A Call to the eThekwini Municipality: Do not buy Casspirs

PRESS STATEMENT: A Call to the eThekwini Municipality: Do not buy Casspirs

We are outraged at the plan for the City of Durban to purchase militarised vehicles to deal with protests by the people of the Durban. This marks an alarming and unacceptable escalation of the local state’s increasingly repressive and intolerant response.

The protest actions themselves highlight the deep crises and challenges that we need to be facing together as a community with compassion and inclusion. What is needed is respect for the concerns, freedoms and dignity of the people. What is needed is the effective and immediate deployment of skills focused on listening, on peaceful negotiations and inclusive dialogue. What is needed is to seriously address the root causes of inequality, exclusion, patronage, elite indifference and arrogance that lie behind people’s protest actions. 

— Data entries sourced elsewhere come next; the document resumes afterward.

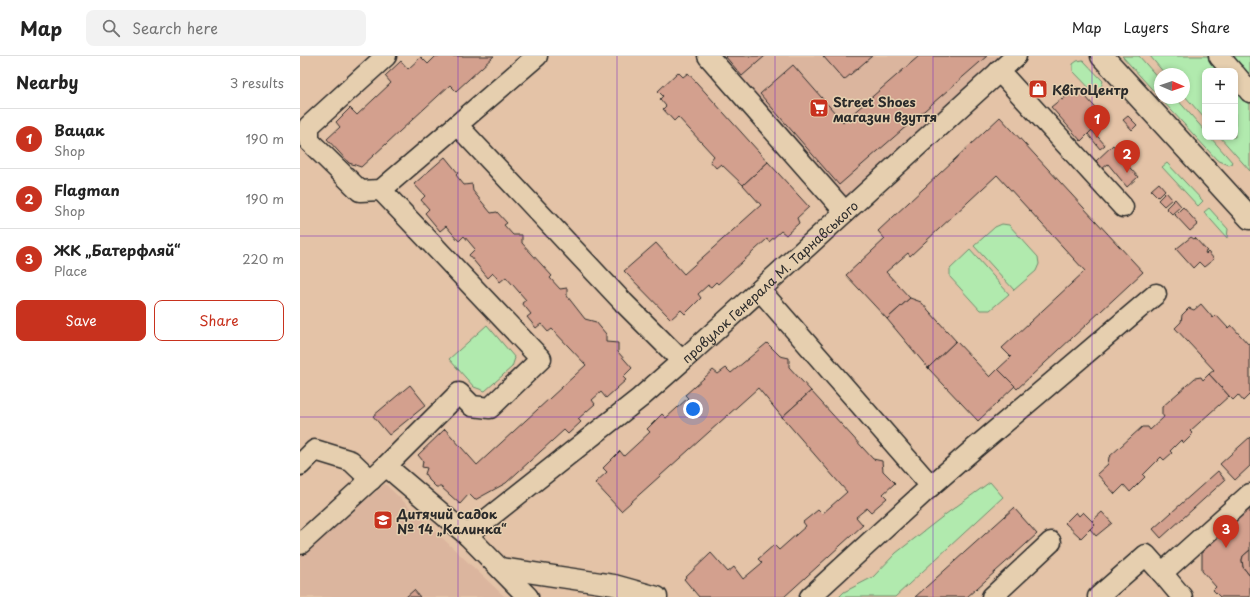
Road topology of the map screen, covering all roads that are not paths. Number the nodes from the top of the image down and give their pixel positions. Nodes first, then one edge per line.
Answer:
1 (386, 56) edge
2 (537, 56) edge
3 (708, 56) edge
4 (1016, 56) edge
5 (1102, 56) edge
6 (1219, 56) edge
7 (1229, 68) edge
8 (999, 71) junction
9 (1238, 78) edge
10 (1250, 92) edge
11 (457, 125) junction
12 (381, 190) junction
13 (1123, 207) dead end
14 (845, 212) junction
15 (1249, 216) edge
16 (760, 290) junction
17 (1156, 294) dead end
18 (682, 361) junction
19 (300, 465) edge
20 (386, 466) junction
21 (371, 480) junction
22 (932, 486) junction
23 (1250, 494) edge
24 (467, 535) junction
25 (1051, 542) dead end
26 (300, 544) edge
27 (500, 568) junction
28 (1162, 573) junction
29 (620, 591) edge
30 (528, 597) edge
31 (657, 597) edge
32 (810, 597) edge
33 (992, 597) edge
34 (1098, 597) edge
35 (1182, 597) edge

1 - 12 street
2 - 11 street
3 - 14 street
4 - 8 street, провулок Генерала М. Тарнавського
5 - 15 main road
6 - 7 street
8 - 13 street
8 - 14 street, провулок Генерала М. Тарнавського
9 - 10 street
11 - 12 street
11 - 18 street, провулок Генерала М. Тарнавського
12 - 20 street
14 - 16 street, провулок Генерала М. Тарнавського
16 - 18 street, провулок Генерала М. Тарнавського
16 - 22 street
17 - 22 street
18 - 24 street
19 - 21 street
20 - 21 street
20 - 24 street
21 - 26 street
22 - 32 street
23 - 28 street
24 - 27 street
25 - 33 street
27 - 29 street
27 - 30 street
28 - 34 street
28 - 35 street
29 - 31 street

What the city bosses of Durban have signaled through their plan to buy militarised “riot control” hardware is the almost certainly delusional and dangerous idea that problems will be dealt with through repression and thuggery in defense of the status quo. It’s delusional because of course it will not stop the people asserting their humanity, demanding fairness and refusing to accept injustice. It’s dangerous because already too many of our people are being hurt, bullied and even killed by the already heavy-handed responses to legitimate and democratic protests.

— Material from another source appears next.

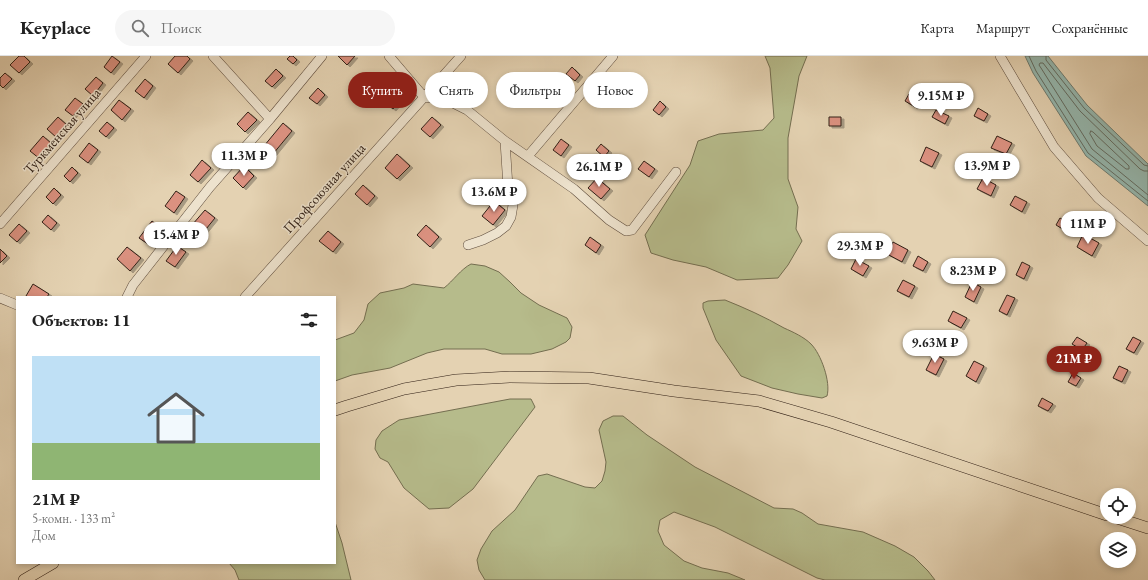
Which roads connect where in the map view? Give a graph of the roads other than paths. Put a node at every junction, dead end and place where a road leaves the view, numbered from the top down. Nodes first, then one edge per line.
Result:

Buying these vehicles would be entirely wrong. Stopping the purchase would at least provide a moment for the city as a whole to reflect on what the plan has already revealed about our capacity and approach for dealing with the profound challenges we must tackle together. We simply must insist on a new and very different path going forward – a path that respects and involves those who suffer and resist injustice.

We agree with Sbu Zikode, the president of the South African shack dwellers’ movement Abahlali baseMjondolo who has said that “This is nothing but an insult on democracy. Clearly we have no leadership here when we have people who rather than negotiate peacefully resort to arming themselves… We are asking ourselves whether the deaths of the landless and the poor are not enough. Many people have been killed without such militarisation. Will it not get worse? However, no amount of militarisation, guns or war machinery will stop the landless” (quoted inhttp://www.iol.co.za/…/city-defends-move-to-purchase-casspi…).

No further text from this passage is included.